__Exercise description__. Find the lines below that contain the string "bridge". Copy each one.

__Provided records__.
=-=-=-=-=

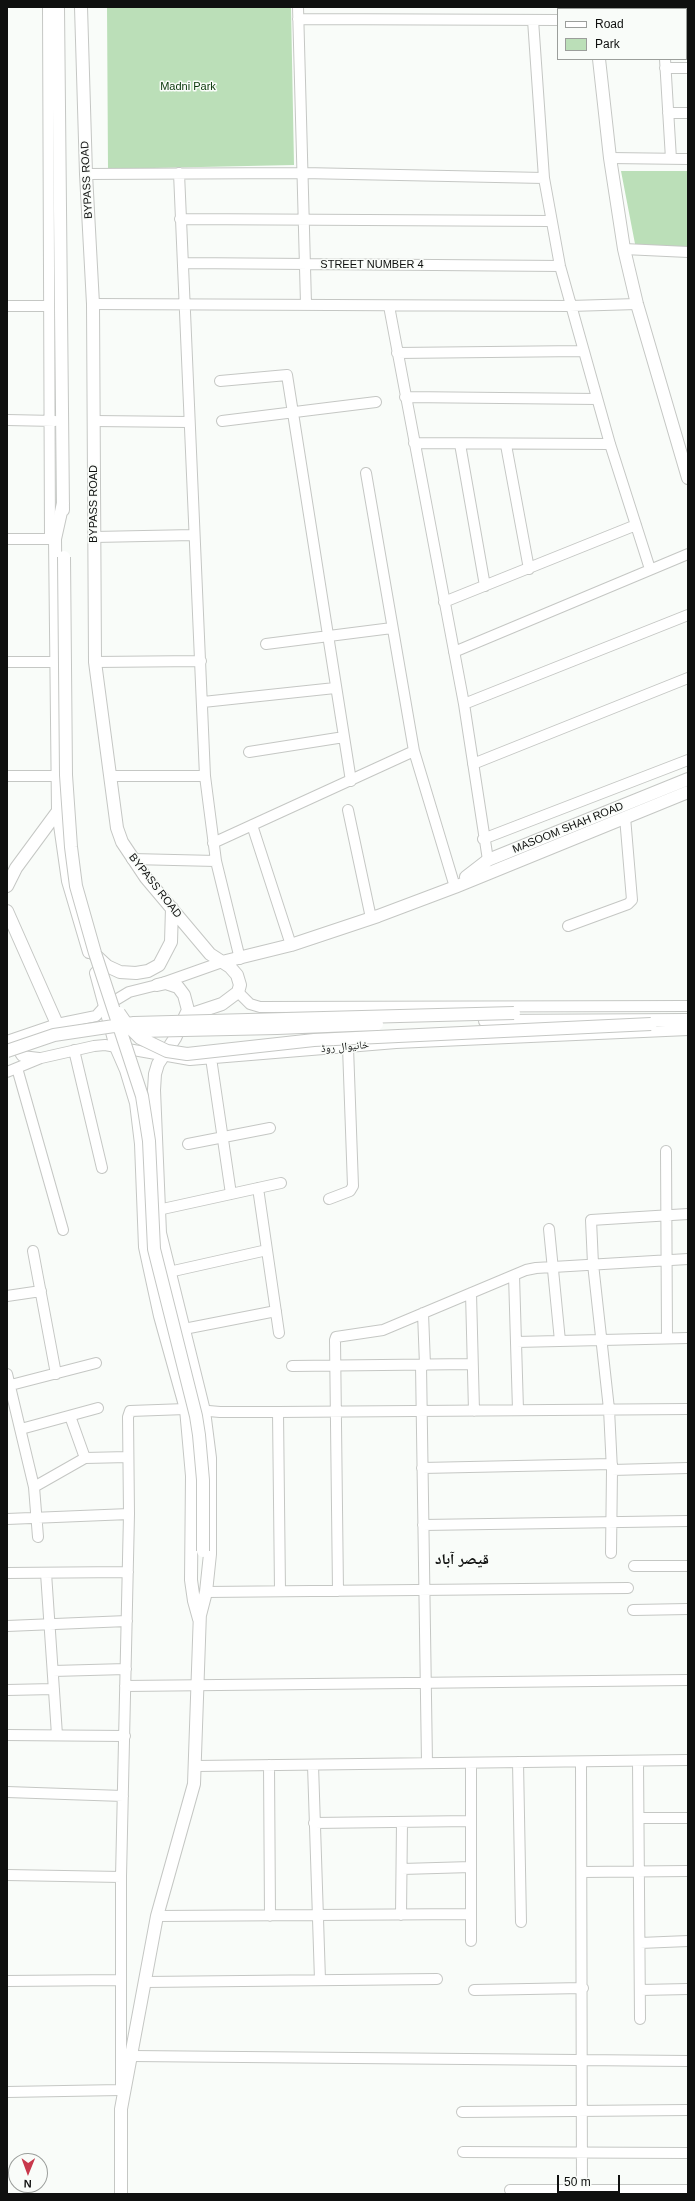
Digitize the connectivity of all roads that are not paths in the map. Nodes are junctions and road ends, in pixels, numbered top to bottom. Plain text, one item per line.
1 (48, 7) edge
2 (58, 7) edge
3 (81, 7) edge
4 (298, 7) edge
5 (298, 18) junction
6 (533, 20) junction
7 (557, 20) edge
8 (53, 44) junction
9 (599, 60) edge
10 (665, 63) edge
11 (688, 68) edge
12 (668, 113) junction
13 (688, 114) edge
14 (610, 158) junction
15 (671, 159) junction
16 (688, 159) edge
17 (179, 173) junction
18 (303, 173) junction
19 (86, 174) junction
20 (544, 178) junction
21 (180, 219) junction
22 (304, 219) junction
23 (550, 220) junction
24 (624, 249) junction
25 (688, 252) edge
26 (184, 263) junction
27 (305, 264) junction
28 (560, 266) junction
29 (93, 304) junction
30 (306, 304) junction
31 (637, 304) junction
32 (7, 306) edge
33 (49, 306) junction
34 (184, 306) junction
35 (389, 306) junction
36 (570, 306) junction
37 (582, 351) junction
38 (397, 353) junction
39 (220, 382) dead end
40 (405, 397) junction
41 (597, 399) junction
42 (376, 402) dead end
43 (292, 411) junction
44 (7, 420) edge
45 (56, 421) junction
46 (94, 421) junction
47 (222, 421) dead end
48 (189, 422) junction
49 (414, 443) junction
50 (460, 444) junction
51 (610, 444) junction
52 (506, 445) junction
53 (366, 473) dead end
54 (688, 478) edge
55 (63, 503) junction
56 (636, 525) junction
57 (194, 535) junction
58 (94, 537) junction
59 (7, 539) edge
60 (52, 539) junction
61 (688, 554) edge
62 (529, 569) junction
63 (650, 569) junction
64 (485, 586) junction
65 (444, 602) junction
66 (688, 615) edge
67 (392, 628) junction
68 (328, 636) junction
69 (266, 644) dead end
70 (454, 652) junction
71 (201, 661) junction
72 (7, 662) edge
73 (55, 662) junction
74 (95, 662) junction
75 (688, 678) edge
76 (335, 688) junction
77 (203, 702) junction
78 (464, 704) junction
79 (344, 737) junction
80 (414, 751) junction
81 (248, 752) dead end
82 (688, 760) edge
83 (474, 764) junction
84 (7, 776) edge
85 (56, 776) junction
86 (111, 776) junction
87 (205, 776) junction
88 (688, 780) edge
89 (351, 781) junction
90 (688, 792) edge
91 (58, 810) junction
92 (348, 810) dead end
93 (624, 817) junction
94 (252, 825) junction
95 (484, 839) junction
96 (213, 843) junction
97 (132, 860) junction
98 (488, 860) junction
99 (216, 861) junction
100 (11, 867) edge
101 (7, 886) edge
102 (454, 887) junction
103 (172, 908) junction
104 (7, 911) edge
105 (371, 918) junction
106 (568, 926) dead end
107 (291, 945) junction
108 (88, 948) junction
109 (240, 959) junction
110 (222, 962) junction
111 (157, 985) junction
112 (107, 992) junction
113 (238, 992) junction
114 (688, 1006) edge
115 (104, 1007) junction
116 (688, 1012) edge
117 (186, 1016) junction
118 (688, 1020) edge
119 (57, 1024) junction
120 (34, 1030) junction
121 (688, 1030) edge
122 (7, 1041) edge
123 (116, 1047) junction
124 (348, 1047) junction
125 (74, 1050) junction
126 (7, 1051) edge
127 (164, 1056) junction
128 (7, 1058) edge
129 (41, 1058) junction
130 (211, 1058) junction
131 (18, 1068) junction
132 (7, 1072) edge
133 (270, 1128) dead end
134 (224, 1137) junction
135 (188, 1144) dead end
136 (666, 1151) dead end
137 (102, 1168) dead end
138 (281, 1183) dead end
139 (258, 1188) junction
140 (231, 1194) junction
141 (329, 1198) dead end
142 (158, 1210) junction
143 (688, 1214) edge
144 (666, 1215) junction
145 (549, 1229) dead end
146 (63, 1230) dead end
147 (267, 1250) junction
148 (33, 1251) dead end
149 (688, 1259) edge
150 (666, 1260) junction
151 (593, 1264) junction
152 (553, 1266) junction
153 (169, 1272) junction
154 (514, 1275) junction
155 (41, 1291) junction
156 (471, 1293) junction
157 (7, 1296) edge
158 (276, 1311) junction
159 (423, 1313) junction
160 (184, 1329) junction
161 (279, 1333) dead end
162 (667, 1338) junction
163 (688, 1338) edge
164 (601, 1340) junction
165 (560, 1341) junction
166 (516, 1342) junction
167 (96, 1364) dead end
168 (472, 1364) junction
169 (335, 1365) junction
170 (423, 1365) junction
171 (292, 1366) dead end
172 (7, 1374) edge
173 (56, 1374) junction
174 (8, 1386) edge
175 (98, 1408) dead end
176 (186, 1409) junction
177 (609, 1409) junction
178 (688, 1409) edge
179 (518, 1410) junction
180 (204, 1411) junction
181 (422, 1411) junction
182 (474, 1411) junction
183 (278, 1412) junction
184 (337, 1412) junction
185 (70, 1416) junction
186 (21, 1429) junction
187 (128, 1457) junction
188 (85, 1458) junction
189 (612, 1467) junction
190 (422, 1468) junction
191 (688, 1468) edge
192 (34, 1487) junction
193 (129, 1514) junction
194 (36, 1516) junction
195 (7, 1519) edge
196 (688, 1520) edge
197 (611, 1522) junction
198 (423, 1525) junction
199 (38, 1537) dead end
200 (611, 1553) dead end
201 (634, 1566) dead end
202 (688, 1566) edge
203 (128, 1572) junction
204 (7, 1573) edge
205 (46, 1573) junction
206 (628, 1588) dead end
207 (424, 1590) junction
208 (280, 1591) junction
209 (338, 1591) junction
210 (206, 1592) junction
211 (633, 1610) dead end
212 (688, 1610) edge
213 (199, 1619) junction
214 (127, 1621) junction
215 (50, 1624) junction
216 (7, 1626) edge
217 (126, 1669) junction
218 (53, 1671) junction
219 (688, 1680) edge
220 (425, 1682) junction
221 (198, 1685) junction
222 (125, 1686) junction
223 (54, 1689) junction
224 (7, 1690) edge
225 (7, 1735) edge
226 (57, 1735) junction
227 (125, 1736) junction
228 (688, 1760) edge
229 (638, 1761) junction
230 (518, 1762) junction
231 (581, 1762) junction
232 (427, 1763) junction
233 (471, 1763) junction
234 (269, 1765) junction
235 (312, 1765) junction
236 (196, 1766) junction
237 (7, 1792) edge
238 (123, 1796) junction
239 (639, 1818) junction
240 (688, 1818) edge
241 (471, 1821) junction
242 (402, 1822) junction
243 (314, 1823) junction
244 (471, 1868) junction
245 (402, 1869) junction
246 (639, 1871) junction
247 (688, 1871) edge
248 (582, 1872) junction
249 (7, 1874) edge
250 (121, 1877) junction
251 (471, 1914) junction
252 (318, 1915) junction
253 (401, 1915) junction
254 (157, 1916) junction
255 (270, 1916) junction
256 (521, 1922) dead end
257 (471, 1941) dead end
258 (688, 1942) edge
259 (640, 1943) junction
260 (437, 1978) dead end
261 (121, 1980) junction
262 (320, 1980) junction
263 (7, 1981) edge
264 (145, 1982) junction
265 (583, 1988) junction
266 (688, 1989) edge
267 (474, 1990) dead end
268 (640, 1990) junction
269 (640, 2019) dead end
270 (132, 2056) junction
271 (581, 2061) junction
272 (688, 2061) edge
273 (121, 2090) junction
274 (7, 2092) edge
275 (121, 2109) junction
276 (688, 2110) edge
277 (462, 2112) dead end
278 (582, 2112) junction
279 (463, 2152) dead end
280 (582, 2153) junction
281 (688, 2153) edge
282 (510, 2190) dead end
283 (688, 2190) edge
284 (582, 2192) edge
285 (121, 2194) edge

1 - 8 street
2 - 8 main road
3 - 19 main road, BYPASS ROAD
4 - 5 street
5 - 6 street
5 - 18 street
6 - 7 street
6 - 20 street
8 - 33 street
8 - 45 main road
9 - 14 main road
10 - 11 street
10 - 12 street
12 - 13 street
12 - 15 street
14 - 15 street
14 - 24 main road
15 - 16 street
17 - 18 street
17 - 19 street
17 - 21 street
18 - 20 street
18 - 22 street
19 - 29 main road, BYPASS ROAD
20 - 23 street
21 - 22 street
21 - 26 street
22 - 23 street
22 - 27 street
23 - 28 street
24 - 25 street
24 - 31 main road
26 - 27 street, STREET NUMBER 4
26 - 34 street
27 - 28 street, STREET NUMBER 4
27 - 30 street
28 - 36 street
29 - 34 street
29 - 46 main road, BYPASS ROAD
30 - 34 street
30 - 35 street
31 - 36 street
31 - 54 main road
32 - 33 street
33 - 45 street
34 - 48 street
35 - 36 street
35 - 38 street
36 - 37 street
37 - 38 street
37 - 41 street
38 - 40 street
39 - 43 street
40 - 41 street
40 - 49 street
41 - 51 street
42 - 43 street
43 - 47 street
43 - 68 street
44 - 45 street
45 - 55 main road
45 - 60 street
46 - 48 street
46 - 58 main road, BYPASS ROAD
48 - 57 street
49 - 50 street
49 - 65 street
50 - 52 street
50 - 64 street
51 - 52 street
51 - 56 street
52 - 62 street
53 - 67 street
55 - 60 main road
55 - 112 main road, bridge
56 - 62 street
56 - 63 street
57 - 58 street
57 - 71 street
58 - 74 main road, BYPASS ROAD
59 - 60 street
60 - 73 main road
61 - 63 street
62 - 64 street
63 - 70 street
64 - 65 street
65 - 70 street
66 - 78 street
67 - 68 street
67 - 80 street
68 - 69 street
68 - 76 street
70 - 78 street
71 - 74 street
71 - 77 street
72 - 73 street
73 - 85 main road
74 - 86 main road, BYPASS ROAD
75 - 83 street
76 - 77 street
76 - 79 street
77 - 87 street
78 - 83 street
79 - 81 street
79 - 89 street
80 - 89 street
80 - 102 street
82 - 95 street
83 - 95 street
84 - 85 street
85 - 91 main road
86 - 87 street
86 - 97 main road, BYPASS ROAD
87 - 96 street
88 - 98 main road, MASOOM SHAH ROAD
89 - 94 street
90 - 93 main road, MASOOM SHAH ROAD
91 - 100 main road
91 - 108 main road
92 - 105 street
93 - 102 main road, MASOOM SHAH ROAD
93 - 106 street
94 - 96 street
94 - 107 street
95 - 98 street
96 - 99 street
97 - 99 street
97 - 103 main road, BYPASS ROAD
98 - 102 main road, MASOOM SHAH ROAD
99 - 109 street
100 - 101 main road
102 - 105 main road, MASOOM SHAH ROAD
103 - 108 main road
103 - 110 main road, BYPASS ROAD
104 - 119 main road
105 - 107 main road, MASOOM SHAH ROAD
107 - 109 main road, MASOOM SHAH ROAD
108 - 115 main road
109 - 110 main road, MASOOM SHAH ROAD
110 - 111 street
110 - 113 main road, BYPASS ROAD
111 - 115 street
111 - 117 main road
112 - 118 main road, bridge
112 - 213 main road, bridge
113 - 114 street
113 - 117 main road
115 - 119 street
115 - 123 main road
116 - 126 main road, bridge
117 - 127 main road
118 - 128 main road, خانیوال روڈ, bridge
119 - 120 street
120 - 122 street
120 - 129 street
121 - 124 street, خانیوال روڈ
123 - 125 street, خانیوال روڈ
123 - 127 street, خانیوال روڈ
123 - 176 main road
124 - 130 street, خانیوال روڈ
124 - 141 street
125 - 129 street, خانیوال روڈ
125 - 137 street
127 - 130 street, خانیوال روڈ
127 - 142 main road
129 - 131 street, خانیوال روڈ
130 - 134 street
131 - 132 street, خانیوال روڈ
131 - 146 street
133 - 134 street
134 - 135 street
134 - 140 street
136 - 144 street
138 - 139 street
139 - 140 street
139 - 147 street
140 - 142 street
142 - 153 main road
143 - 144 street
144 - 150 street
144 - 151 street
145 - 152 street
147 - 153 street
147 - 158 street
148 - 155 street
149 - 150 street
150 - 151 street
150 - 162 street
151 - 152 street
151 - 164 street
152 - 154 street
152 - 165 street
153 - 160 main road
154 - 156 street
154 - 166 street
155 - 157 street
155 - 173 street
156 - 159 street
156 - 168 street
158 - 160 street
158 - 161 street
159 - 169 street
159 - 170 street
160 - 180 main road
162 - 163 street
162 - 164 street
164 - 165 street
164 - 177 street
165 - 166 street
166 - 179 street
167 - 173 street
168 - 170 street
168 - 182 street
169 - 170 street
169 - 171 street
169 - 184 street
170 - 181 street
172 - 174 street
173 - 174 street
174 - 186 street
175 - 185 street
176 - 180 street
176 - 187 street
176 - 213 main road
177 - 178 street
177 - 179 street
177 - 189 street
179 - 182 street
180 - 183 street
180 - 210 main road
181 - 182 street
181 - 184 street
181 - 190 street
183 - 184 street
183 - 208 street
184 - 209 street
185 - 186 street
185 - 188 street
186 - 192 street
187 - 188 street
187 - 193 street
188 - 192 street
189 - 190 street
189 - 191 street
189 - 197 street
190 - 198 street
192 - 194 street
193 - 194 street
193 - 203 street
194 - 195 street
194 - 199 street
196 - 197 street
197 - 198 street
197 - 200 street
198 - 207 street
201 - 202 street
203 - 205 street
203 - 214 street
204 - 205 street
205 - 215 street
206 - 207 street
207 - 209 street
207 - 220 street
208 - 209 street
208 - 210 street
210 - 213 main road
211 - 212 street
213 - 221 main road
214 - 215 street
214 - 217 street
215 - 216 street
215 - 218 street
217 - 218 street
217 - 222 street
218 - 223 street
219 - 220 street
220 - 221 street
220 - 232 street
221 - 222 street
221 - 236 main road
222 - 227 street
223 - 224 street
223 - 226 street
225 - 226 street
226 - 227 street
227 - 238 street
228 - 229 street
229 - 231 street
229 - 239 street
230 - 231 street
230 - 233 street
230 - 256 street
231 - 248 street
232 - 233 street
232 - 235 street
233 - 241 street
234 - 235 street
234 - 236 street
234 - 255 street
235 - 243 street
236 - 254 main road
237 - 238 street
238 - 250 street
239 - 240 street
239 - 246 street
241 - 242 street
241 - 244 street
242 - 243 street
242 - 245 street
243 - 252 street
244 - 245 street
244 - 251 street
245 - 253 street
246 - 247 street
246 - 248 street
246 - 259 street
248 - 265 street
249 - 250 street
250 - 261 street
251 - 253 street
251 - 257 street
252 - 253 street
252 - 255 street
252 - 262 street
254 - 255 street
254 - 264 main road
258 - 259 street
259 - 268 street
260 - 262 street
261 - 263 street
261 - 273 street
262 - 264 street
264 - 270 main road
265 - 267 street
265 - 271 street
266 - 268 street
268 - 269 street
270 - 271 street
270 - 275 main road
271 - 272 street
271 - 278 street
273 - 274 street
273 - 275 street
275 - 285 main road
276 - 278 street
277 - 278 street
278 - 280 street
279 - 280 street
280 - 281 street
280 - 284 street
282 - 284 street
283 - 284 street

=-=-=-=-=

__Finished exercise__.
55 - 112 main road, bridge
112 - 118 main road, bridge
112 - 213 main road, bridge
116 - 126 main road, bridge
118 - 128 main road, خانیوال روڈ, bridge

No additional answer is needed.